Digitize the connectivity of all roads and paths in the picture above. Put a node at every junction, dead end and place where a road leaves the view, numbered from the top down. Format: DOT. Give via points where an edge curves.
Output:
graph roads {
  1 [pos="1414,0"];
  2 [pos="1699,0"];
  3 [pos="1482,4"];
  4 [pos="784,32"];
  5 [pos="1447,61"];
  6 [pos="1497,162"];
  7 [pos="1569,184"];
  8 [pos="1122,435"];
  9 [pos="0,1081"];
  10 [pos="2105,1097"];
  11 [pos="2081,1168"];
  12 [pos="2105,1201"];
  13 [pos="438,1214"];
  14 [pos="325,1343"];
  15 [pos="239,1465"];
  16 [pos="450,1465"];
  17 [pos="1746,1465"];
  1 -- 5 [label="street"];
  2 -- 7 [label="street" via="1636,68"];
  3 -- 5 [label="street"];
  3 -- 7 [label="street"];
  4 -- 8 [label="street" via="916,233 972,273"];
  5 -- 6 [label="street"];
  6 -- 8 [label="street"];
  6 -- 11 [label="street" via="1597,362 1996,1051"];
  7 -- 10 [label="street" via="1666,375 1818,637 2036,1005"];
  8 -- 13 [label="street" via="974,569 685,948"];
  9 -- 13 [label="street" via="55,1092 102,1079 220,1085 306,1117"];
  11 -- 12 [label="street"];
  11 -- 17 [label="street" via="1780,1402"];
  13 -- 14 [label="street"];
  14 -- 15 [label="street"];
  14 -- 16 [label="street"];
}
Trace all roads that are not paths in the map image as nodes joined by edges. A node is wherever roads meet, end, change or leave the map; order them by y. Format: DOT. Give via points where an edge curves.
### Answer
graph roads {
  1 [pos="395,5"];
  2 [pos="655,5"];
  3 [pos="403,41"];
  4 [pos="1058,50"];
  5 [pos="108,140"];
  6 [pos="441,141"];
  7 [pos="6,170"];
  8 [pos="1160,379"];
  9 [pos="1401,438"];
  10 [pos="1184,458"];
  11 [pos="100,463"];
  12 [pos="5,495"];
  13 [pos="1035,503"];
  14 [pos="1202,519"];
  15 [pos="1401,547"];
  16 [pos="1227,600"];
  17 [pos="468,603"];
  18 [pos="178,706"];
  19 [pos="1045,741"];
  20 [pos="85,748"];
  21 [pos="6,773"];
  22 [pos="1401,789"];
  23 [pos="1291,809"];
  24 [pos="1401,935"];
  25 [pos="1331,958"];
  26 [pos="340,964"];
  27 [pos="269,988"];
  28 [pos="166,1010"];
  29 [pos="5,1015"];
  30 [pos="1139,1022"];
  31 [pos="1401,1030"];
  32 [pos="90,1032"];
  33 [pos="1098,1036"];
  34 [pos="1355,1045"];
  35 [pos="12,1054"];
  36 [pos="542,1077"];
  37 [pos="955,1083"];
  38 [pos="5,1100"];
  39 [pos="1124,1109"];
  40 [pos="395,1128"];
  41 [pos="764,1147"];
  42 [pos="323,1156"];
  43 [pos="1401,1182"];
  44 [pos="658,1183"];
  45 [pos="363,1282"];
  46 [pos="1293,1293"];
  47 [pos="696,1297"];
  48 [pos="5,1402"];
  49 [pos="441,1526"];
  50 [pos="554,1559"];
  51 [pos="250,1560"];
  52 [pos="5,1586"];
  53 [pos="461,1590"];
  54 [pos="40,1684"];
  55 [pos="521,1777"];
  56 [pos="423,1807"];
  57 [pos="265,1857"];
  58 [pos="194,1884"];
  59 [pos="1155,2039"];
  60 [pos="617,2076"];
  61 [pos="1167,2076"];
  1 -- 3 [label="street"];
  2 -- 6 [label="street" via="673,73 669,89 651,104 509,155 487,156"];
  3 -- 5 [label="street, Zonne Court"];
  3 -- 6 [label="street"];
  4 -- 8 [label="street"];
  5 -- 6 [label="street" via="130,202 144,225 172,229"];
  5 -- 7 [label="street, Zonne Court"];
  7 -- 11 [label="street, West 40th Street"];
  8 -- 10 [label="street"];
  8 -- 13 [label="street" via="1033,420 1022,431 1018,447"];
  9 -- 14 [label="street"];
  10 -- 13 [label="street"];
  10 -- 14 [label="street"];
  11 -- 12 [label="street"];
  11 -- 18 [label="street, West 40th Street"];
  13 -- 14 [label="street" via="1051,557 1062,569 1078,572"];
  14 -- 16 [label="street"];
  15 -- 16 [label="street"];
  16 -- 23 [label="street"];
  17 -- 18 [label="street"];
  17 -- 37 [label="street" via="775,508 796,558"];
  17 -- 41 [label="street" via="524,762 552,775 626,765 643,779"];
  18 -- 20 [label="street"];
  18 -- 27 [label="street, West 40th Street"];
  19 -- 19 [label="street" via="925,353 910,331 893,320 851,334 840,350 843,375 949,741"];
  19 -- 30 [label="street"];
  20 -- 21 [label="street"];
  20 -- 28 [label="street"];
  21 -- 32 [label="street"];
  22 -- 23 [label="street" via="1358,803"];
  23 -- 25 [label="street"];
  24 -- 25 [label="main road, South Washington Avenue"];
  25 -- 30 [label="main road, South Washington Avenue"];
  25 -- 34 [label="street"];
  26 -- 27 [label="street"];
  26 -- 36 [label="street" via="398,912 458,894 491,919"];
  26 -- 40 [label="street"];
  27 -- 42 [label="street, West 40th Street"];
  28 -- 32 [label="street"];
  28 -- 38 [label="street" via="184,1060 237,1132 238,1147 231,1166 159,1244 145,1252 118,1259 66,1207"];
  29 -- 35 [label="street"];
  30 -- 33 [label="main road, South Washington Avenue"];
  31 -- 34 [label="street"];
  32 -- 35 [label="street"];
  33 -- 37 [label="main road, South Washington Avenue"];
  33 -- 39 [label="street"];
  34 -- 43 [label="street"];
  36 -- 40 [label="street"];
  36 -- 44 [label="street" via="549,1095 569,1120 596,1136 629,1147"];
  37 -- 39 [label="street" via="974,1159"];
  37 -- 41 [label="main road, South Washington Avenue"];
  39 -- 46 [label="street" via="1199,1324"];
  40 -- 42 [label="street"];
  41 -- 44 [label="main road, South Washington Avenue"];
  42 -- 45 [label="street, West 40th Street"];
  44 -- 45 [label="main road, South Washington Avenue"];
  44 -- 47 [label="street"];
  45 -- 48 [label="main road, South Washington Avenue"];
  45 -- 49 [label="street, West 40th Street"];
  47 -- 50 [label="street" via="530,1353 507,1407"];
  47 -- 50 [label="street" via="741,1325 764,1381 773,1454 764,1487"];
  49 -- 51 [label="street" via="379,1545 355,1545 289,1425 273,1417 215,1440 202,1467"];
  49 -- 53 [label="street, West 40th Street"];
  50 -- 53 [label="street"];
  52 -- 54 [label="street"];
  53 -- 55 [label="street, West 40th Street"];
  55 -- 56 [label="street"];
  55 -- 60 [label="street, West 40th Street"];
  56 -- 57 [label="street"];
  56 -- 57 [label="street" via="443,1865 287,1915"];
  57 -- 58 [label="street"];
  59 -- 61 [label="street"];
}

________________________

=== Goal of the exercise ===
Reproduce the listing verbatim.

=== Solution below ===
Digitize the connectivity of all roads and paths in the picture above. Put a node at every junction, dead end and place where a road leaves the view, numbered from the top down. Format: DOT. Give via points where an edge curves.
Output:
graph roads {
  1 [pos="1414,0"];
  2 [pos="1699,0"];
  3 [pos="1482,4"];
  4 [pos="784,32"];
  5 [pos="1447,61"];
  6 [pos="1497,162"];
  7 [pos="1569,184"];
  8 [pos="1122,435"];
  9 [pos="0,1081"];
  10 [pos="2105,1097"];
  11 [pos="2081,1168"];
  12 [pos="2105,1201"];
  13 [pos="438,1214"];
  14 [pos="325,1343"];
  15 [pos="239,1465"];
  16 [pos="450,1465"];
  17 [pos="1746,1465"];
  1 -- 5 [label="street"];
  2 -- 7 [label="street" via="1636,68"];
  3 -- 5 [label="street"];
  3 -- 7 [label="street"];
  4 -- 8 [label="street" via="916,233 972,273"];
  5 -- 6 [label="street"];
  6 -- 8 [label="street"];
  6 -- 11 [label="street" via="1597,362 1996,1051"];
  7 -- 10 [label="street" via="1666,375 1818,637 2036,1005"];
  8 -- 13 [label="street" via="974,569 685,948"];
  9 -- 13 [label="street" via="55,1092 102,1079 220,1085 306,1117"];
  11 -- 12 [label="street"];
  11 -- 17 [label="street" via="1780,1402"];
  13 -- 14 [label="street"];
  14 -- 15 [label="street"];
  14 -- 16 [label="street"];
}
Trace all roads that are not paths in the map image as nodes joined by edges. A node is wherever roads meet, end, change or leave the map; order them by y. Format: DOT. Give via points where an edge curves.
### Answer
graph roads {
  1 [pos="395,5"];
  2 [pos="655,5"];
  3 [pos="403,41"];
  4 [pos="1058,50"];
  5 [pos="108,140"];
  6 [pos="441,141"];
  7 [pos="6,170"];
  8 [pos="1160,379"];
  9 [pos="1401,438"];
  10 [pos="1184,458"];
  11 [pos="100,463"];
  12 [pos="5,495"];
  13 [pos="1035,503"];
  14 [pos="1202,519"];
  15 [pos="1401,547"];
  16 [pos="1227,600"];
  17 [pos="468,603"];
  18 [pos="178,706"];
  19 [pos="1045,741"];
  20 [pos="85,748"];
  21 [pos="6,773"];
  22 [pos="1401,789"];
  23 [pos="1291,809"];
  24 [pos="1401,935"];
  25 [pos="1331,958"];
  26 [pos="340,964"];
  27 [pos="269,988"];
  28 [pos="166,1010"];
  29 [pos="5,1015"];
  30 [pos="1139,1022"];
  31 [pos="1401,1030"];
  32 [pos="90,1032"];
  33 [pos="1098,1036"];
  34 [pos="1355,1045"];
  35 [pos="12,1054"];
  36 [pos="542,1077"];
  37 [pos="955,1083"];
  38 [pos="5,1100"];
  39 [pos="1124,1109"];
  40 [pos="395,1128"];
  41 [pos="764,1147"];
  42 [pos="323,1156"];
  43 [pos="1401,1182"];
  44 [pos="658,1183"];
  45 [pos="363,1282"];
  46 [pos="1293,1293"];
  47 [pos="696,1297"];
  48 [pos="5,1402"];
  49 [pos="441,1526"];
  50 [pos="554,1559"];
  51 [pos="250,1560"];
  52 [pos="5,1586"];
  53 [pos="461,1590"];
  54 [pos="40,1684"];
  55 [pos="521,1777"];
  56 [pos="423,1807"];
  57 [pos="265,1857"];
  58 [pos="194,1884"];
  59 [pos="1155,2039"];
  60 [pos="617,2076"];
  61 [pos="1167,2076"];
  1 -- 3 [label="street"];
  2 -- 6 [label="street" via="673,73 669,89 651,104 509,155 487,156"];
  3 -- 5 [label="street, Zonne Court"];
  3 -- 6 [label="street"];
  4 -- 8 [label="street"];
  5 -- 6 [label="street" via="130,202 144,225 172,229"];
  5 -- 7 [label="street, Zonne Court"];
  7 -- 11 [label="street, West 40th Street"];
  8 -- 10 [label="street"];
  8 -- 13 [label="street" via="1033,420 1022,431 1018,447"];
  9 -- 14 [label="street"];
  10 -- 13 [label="street"];
  10 -- 14 [label="street"];
  11 -- 12 [label="street"];
  11 -- 18 [label="street, West 40th Street"];
  13 -- 14 [label="street" via="1051,557 1062,569 1078,572"];
  14 -- 16 [label="street"];
  15 -- 16 [label="street"];
  16 -- 23 [label="street"];
  17 -- 18 [label="street"];
  17 -- 37 [label="street" via="775,508 796,558"];
  17 -- 41 [label="street" via="524,762 552,775 626,765 643,779"];
  18 -- 20 [label="street"];
  18 -- 27 [label="street, West 40th Street"];
  19 -- 19 [label="street" via="925,353 910,331 893,320 851,334 840,350 843,375 949,741"];
  19 -- 30 [label="street"];
  20 -- 21 [label="street"];
  20 -- 28 [label="street"];
  21 -- 32 [label="street"];
  22 -- 23 [label="street" via="1358,803"];
  23 -- 25 [label="street"];
  24 -- 25 [label="main road, South Washington Avenue"];
  25 -- 30 [label="main road, South Washington Avenue"];
  25 -- 34 [label="street"];
  26 -- 27 [label="street"];
  26 -- 36 [label="street" via="398,912 458,894 491,919"];
  26 -- 40 [label="street"];
  27 -- 42 [label="street, West 40th Street"];
  28 -- 32 [label="street"];
  28 -- 38 [label="street" via="184,1060 237,1132 238,1147 231,1166 159,1244 145,1252 118,1259 66,1207"];
  29 -- 35 [label="street"];
  30 -- 33 [label="main road, South Washington Avenue"];
  31 -- 34 [label="street"];
  32 -- 35 [label="street"];
  33 -- 37 [label="main road, South Washington Avenue"];
  33 -- 39 [label="street"];
  34 -- 43 [label="street"];
  36 -- 40 [label="street"];
  36 -- 44 [label="street" via="549,1095 569,1120 596,1136 629,1147"];
  37 -- 39 [label="street" via="974,1159"];
  37 -- 41 [label="main road, South Washington Avenue"];
  39 -- 46 [label="street" via="1199,1324"];
  40 -- 42 [label="street"];
  41 -- 44 [label="main road, South Washington Avenue"];
  42 -- 45 [label="street, West 40th Street"];
  44 -- 45 [label="main road, South Washington Avenue"];
  44 -- 47 [label="street"];
  45 -- 48 [label="main road, South Washington Avenue"];
  45 -- 49 [label="street, West 40th Street"];
  47 -- 50 [label="street" via="530,1353 507,1407"];
  47 -- 50 [label="street" via="741,1325 764,1381 773,1454 764,1487"];
  49 -- 51 [label="street" via="379,1545 355,1545 289,1425 273,1417 215,1440 202,1467"];
  49 -- 53 [label="street, West 40th Street"];
  50 -- 53 [label="street"];
  52 -- 54 [label="street"];
  53 -- 55 [label="street, West 40th Street"];
  55 -- 56 [label="street"];
  55 -- 60 [label="street, West 40th Street"];
  56 -- 57 [label="street"];
  56 -- 57 [label="street" via="443,1865 287,1915"];
  57 -- 58 [label="street"];
  59 -- 61 [label="street"];
}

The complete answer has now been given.